FIG. 3.

Identification of the regions of Stat3 and STP-A11 necessary for their interaction. (A) The central linker region of Stat3 is sufficient for interacting with STP-A11. Bacterially purified GST or GST fusion proteins containing the amino-terminal region (ΔCST3), the central linker region, or the carboxyl-terminal region (ΔNST3) of Stat3 were mixed with lysates of 293T cells transfected with the HA-tagged STP-A11 expression vector. Polypeptides present in GST beads were used for immunoblotting (IB) with an anti-HA (α-HA) antibody. Similar amounts of each GST fusion protein were used in this assay (data not shown). ND, N-terminal domain; TAD, transcriptional activation domain. (B) The amino-terminal region of STP-A11 is necessary for interacting with Stat3. Bacterially purified GST or GST fusion proteins containing the amino-terminal regions of STP-A11 were mixed with lysates of 293T cells transfected with the Stat3 expression vector. Polypeptides present in GST beads were used for immunoblotting with an anti-Stat3 antibody. Similar amounts of each GST fusion protein were used in this assay (data not shown).
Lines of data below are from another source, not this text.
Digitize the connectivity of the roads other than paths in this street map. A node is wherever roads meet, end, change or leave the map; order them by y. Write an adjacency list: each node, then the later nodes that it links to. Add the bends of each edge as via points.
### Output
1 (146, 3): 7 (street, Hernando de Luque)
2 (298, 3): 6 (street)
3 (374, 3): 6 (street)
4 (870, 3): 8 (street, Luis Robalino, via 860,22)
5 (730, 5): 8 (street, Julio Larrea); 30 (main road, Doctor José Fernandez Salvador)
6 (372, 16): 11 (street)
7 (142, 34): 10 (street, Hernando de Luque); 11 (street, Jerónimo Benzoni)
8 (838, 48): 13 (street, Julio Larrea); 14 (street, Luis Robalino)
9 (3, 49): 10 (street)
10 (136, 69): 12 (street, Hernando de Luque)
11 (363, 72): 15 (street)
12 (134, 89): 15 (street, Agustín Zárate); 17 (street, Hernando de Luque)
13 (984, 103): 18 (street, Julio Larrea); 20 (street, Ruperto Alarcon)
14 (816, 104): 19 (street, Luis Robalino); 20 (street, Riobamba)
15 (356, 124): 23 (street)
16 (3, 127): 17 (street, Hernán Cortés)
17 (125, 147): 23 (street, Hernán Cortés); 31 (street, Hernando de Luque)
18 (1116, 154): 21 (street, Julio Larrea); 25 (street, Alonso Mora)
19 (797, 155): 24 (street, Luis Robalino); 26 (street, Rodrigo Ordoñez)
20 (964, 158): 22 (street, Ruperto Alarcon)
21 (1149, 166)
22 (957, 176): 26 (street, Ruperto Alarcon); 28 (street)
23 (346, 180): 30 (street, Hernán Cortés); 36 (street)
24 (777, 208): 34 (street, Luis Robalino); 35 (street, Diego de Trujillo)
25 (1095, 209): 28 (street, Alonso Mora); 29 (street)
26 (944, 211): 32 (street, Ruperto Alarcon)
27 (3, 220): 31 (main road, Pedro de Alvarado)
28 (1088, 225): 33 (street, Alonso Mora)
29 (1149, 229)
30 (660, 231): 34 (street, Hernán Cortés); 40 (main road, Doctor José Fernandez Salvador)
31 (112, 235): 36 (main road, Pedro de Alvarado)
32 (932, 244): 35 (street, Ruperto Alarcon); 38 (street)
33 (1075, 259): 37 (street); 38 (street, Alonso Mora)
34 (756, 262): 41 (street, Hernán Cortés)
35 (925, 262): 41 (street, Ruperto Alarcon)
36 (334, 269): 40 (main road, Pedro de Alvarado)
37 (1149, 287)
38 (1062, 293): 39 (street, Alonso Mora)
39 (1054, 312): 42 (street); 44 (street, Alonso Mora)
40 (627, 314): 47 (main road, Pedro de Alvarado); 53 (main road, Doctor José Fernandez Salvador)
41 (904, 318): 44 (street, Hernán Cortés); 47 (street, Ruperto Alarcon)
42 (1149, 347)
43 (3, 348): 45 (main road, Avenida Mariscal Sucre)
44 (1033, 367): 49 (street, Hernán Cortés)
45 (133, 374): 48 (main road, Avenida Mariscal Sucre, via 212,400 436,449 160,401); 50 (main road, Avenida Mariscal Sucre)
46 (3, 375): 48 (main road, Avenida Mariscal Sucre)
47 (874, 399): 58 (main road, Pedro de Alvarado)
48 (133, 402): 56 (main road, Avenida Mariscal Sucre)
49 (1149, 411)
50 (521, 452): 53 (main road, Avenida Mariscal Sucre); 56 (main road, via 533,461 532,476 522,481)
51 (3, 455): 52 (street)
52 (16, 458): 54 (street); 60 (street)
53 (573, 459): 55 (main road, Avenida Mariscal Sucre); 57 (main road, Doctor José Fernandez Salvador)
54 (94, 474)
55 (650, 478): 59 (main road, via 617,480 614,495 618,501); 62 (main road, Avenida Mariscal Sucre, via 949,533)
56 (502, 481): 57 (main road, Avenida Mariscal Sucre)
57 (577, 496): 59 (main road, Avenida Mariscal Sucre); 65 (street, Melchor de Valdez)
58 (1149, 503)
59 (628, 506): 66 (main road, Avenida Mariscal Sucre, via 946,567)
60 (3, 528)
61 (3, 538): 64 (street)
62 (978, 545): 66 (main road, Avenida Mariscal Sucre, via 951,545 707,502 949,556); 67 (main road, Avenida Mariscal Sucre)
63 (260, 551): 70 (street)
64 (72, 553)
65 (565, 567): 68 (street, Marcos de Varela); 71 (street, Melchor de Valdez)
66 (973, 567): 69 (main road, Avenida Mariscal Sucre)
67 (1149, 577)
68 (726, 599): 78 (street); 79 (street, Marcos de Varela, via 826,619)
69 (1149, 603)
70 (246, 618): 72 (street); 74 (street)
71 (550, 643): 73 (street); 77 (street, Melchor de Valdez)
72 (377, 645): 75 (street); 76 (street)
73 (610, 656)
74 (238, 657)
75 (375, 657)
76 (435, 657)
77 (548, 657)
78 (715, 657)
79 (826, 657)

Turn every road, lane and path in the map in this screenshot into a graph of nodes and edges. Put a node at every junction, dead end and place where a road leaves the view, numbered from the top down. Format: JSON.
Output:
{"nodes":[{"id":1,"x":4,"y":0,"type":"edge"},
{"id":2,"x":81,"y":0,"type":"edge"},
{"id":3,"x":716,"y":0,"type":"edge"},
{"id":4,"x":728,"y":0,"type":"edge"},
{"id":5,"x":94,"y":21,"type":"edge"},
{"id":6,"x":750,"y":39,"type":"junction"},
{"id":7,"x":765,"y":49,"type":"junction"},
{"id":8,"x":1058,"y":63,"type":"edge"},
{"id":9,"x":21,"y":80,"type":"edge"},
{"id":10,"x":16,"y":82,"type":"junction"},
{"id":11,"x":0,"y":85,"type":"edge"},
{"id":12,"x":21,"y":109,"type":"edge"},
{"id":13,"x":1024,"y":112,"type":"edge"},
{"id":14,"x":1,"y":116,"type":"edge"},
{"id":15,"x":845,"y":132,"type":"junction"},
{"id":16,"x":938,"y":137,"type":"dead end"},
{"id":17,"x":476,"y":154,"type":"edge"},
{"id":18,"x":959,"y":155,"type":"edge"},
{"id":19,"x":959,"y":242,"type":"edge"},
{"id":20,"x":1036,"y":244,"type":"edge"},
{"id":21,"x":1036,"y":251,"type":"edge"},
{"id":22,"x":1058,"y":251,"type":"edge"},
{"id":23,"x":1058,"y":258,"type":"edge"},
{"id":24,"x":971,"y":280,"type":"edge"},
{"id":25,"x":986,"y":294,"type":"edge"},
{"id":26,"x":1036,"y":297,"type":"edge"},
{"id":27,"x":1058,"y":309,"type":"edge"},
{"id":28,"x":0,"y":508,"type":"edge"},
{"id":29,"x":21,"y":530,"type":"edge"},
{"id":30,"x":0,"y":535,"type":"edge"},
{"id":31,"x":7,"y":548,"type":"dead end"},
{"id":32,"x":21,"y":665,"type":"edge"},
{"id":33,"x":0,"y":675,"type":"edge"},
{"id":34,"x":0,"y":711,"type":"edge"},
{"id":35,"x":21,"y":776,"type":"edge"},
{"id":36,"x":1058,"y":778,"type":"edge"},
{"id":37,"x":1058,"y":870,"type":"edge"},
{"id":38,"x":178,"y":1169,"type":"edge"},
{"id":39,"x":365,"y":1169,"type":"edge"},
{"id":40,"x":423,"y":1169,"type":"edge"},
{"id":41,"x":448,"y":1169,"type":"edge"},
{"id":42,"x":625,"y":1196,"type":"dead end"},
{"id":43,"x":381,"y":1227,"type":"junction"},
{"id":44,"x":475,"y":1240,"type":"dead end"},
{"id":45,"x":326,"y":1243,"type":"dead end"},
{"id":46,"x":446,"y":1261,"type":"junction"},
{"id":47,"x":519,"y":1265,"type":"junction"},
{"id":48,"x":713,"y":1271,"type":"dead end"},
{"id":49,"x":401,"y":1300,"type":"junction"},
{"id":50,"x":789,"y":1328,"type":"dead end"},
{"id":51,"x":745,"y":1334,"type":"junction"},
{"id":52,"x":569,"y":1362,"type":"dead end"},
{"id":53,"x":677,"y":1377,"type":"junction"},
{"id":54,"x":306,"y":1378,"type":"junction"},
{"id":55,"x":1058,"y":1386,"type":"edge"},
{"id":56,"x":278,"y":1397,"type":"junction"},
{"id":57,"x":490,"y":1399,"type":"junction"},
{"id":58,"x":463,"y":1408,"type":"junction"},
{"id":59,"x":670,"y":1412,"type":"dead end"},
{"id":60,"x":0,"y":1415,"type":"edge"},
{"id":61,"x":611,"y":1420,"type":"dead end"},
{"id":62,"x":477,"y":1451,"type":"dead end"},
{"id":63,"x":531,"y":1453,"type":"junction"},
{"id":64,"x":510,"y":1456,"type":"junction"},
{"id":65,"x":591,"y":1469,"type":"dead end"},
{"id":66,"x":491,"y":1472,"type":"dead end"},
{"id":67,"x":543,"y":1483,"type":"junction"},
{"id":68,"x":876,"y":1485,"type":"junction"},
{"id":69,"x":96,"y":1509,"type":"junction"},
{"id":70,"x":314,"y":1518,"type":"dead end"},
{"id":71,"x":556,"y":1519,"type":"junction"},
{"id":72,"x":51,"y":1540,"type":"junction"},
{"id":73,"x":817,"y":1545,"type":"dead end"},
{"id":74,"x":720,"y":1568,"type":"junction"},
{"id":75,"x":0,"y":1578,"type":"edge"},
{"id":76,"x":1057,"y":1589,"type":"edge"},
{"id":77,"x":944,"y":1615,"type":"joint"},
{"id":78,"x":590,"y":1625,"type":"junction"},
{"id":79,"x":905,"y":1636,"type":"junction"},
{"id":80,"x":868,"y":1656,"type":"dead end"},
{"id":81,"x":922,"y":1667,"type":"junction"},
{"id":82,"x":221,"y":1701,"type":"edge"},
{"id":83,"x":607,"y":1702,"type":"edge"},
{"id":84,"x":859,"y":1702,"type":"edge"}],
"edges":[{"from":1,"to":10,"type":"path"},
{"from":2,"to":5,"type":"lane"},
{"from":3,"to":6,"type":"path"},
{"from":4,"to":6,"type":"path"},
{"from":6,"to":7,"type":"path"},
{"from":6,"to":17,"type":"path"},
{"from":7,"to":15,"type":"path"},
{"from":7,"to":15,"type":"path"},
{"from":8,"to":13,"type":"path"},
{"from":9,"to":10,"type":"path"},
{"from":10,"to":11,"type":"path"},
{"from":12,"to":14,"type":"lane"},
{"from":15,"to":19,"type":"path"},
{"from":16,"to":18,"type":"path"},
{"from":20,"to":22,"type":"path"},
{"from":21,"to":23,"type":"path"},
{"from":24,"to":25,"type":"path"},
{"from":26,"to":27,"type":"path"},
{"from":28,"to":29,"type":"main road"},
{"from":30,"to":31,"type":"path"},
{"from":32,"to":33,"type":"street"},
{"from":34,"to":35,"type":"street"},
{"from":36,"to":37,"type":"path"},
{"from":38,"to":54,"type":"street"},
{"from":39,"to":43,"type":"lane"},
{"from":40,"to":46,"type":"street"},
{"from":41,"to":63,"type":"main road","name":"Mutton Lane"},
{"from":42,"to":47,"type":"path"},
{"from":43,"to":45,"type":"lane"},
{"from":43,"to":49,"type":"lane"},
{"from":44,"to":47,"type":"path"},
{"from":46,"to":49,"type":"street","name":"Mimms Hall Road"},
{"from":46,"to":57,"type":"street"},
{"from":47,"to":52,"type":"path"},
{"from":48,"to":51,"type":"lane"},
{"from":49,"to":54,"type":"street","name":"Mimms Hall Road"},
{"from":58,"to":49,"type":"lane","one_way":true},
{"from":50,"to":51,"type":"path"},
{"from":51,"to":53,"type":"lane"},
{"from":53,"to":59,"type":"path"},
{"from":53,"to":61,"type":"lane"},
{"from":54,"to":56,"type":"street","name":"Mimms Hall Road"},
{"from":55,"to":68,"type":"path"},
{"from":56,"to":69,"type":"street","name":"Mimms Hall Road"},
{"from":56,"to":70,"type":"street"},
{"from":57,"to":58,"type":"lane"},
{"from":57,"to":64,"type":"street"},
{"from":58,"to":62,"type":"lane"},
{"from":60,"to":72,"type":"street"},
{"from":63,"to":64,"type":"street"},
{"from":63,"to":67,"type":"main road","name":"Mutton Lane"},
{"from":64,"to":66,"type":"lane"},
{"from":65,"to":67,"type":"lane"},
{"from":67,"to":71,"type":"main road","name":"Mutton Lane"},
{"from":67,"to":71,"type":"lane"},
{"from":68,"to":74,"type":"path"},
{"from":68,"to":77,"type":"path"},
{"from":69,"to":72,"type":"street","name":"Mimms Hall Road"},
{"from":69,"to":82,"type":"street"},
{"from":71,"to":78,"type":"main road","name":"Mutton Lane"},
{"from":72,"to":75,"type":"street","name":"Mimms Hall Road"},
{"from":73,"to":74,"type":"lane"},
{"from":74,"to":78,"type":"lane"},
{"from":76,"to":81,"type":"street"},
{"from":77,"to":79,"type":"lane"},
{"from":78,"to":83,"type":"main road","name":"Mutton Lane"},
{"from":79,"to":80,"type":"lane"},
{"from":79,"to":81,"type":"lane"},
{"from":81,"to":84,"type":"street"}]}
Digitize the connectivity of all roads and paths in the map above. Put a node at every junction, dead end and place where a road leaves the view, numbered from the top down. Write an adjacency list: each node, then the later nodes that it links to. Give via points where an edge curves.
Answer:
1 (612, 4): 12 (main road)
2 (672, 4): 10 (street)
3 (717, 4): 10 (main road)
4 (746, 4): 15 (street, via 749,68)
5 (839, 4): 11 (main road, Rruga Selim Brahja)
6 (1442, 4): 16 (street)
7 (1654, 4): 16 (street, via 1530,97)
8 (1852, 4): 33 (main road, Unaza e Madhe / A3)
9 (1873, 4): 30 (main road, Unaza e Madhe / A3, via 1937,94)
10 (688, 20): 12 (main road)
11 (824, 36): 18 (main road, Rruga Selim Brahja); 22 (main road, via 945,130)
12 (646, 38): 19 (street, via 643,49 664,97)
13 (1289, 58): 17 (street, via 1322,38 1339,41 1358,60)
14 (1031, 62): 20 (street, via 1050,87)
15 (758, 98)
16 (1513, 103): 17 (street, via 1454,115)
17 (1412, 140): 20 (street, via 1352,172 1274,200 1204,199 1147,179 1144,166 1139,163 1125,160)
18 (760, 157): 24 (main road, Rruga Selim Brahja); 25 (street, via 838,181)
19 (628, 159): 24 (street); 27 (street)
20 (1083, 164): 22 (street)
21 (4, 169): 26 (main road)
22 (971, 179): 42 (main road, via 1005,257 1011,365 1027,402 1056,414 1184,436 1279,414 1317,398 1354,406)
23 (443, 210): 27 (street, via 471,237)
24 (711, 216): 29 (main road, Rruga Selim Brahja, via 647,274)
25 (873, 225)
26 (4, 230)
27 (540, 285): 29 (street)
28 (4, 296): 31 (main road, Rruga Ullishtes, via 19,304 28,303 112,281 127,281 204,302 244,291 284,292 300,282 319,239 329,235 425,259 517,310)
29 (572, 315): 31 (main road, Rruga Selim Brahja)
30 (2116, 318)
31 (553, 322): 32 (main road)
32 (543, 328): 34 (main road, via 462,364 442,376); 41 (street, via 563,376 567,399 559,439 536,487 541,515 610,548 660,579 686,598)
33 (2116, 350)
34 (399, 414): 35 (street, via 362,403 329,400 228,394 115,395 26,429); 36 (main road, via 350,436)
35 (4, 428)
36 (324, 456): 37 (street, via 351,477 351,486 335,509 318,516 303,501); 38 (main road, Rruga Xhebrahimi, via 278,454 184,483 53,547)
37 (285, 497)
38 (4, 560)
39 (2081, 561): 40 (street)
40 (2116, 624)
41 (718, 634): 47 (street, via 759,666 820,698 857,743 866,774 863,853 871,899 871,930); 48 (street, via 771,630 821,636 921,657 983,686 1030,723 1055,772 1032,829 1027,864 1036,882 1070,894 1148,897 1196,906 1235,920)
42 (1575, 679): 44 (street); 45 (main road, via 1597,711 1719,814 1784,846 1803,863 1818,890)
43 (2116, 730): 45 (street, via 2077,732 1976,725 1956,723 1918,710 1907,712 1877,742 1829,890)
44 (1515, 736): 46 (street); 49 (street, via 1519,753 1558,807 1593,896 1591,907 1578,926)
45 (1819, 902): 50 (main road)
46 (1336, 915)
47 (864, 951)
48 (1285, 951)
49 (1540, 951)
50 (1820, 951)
TM, transmembrane domain. (C) The amino-terminal proline-rich motif of STP-A11 is necessary for interacting with Stat3. At 48 h after transfection with a Stat3 expression vector together with an expression vector containing the HA-tagged wt STP-A11 or its mutant, 293T cells were lysed and used for immunoprecipitation with an anti-HA antibody, followed by immunoblotting with an anti-Stat3 antibody.